CHRISTMAS IN A NUTSHELL

CHRISTMAS IN A NUTSHELL

From Chicken Soup for the Father & Daughter Soul

Christmas in a Nutshell

Though the gods feast on ambrosia, I savor the sweet meats of trees. I first encountered walnuts in the net stockings distributed by a jolly, red-suited man. Together with tangerines and candy canes, the English walnut became a Christmas treat—until the year there weren’t any.

The hustle and bustle of preparing for Christmas put the purchase of those relished walnuts at the bottom of my list. After dinner at my relatives’ home one Christmas night, Uncle Richie asked, “Can I get anyone anything?”

Without even thinking twice about their availability, I said, “Do you have any walnuts?”

He looked surprised. “Walnuts . . . hmmm . . . I’ll look.” Having searched the kitchen cabinets, he returned and announced cheerfully, “I guess I’m going shopping.”

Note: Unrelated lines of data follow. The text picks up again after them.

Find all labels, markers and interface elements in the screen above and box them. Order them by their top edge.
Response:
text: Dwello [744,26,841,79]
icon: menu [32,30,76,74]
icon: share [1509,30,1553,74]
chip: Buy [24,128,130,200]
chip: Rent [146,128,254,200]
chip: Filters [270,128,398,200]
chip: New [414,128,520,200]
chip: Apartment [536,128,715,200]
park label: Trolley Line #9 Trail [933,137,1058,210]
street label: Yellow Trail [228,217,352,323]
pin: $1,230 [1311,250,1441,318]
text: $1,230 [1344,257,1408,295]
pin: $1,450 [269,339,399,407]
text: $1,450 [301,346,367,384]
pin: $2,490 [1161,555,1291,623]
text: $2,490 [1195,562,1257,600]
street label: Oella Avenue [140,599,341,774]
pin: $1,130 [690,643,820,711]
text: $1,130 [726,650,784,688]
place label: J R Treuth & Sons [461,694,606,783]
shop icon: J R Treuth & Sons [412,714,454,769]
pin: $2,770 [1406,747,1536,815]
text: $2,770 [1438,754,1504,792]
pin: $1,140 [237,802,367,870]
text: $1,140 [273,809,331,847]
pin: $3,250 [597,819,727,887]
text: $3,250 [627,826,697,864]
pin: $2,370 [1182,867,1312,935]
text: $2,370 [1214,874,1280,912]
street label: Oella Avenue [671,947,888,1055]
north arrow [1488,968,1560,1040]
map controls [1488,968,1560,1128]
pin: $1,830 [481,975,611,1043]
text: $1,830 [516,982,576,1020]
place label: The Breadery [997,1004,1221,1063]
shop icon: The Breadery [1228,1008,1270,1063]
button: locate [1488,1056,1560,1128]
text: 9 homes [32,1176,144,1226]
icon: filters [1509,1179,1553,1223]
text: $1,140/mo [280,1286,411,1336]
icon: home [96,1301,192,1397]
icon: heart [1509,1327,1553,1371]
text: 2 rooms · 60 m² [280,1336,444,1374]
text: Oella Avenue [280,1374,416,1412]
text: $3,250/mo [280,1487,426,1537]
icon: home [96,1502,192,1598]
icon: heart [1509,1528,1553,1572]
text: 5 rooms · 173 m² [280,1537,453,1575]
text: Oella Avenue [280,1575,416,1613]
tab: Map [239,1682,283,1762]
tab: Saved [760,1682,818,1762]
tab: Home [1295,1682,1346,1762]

Store-hopping on December 25th proved to be a futile event. Empty-handed, my red-faced uncle sighed sheepishly. “The stores are closed. I’m sorry.”

From that moment, my father took it upon himself to be an annual walnut-bearing Christmas elf. Each year, those special treasures prompted promise and laughter, camouflaged in a brown paper bag, crowded into a red-and-green stocking, crammed to abundance in a shoebox lined with tissue or wrapped in dainty holiday paper. This continued every year until my dad died.

An emptiness pierced the Christmas of 1985 even amid the joy of sharing gifts. Wrappings from all the opened presents cluttered the living room. A sudden stillness accompanied a final gift my unusually quiet brother, Doug, presented to me. My unsteady hands reached out to touch the shirt-sized box, as my eyes searched the pain in his hazel eyes. It was a moment that lasted a lifetime, filtered through shared experiences, hopes and dreams. Indecision was trapped in the tender but cautious presentation of my brother’s gift to me. “I almost forgot this one,” he whispered.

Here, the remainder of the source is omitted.